Traditional Medicines
With cosmeceuticals trending everywhere, traditional medicine (TM) has become a go-to source of inspiration in the local cosmetic industry. Rooted in Asian cultures, TM systems vary among countries, with each becoming an integral part of the healthcare system. The popular ones in the region include traditional Chinese medicine (TCM), Japanese Kampo medicine, and Korean Hanyak medicine, as well as Ayurveda from India and Jamu from Indonesia. Despite their differences, some herbal ingredients transcend cultural boundaries to achieve popularity across various countries, such as ginseng (Panax ginseng) and turmeric (Curcuma longa). Others draw inspiration from the TM systems of China, Japan, and Korea and are appearing more widely and quickly.

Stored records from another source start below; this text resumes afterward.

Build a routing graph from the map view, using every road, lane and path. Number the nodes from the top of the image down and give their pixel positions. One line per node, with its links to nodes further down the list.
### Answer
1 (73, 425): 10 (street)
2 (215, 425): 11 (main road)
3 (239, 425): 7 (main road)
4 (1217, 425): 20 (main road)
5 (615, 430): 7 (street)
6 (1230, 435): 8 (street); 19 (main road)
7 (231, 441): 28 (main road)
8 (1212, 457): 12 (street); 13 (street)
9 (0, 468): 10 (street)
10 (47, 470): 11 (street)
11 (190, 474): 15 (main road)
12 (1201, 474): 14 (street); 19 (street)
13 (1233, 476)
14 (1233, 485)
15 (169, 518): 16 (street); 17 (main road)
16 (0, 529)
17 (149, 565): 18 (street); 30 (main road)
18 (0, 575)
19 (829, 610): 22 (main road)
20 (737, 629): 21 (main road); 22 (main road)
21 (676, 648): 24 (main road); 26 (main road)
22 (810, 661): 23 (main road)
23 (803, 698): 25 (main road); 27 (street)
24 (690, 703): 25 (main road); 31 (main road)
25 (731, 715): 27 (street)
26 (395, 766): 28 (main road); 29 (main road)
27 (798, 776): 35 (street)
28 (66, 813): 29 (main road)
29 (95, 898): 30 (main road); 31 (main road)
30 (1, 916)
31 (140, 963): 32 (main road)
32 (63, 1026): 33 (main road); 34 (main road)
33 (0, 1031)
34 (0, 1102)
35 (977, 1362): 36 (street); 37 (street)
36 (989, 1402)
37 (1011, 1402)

Rehmannia: Used as a medicinal herb for many health conditions within TCM for thousands of years, Rehmannia is appearing more frequently in Asian beauty care formulas. Rich in phytochemicals like iridoid glycosides, the root extracts of Rehmannia glutinosa and chinensis can be found in various product ranges launched by prestige and mass brands alike, including Sulwhasoo of Amore Pacific and Whoo of LG, as well as Dr. Ci: Labo of J&J and Herborist of Jahwa. Largely used for nourishing skin and controlling excessive sebum and seborrheic dermatitis, Rehmannia is often incorporated into skin moisturizers, as well as anti-aging and anti-hair loss products.
Astragalus, Angelica and Chinese Ginseng: In TCM, all three reportedly possess the same benefits, such as improving blood circulation; sometimes, they are combined in formulas to produce synergistic effects. In beauty care, however, they are separately adopted. Astragalus complanatus and membranaceus are mainly sourced thanks to beneficial compounds like astragaloside, and used as antioxidant and anti-inflammatory in anti-aging and anti-wrinkle products. Besides many Chinese brands, South Korea’s Sulwhasoo and Missha also embrace the herb. For Angelica, the frequently-used species in beauty care include sinensis, acutiloba, and gigas, which are harnessed as antioxidants by many brands like China’s Dr. Yu, Japan’s Albion and S. Korea’s AHC. Rich in PNS (Panax notoginseng saponins), the extracts of Chinese ginseng root, leaf/stem are normally incorporated into anti-acne formulas for their anti-inflammatory, antioxidant, and antibacterial properties.
Holy Basil: Native to the India subcontinent, holy basil (also known as Tulsi) is widely used in local traditional medicines, especially Ayurveda, as well as spiritual rituals. For beauty care, the extract of holy basil (Ocimum sanctum) leaf is present in various brands from both the west and the east, including Dr. Andrew Weil for Origins and Dr.Jart+, as well as Innisfree and The Face Shop. Due to its broad-spectrum antimicrobial activity and photo-protective property, this herbal ingredient is often used in anti-dandruff hair care and sensitive skin care products.
Conclusion
Beauty consumers are increasingly demanding products that are ethically-sourced. As a result, indigenous ingredients provide more possibilities for brands. The unique ingredients detailed here are only a beginning, as Asia is a diverse region—geographically and culturally. Major beauty trends are mirrored in these culturally-inspired and often TM-based ingredients, including natural and clean, cosmeceutical and nutraceutical. Today and into the future, ingredients of choice are those that are safe, effective, stable, and compatible.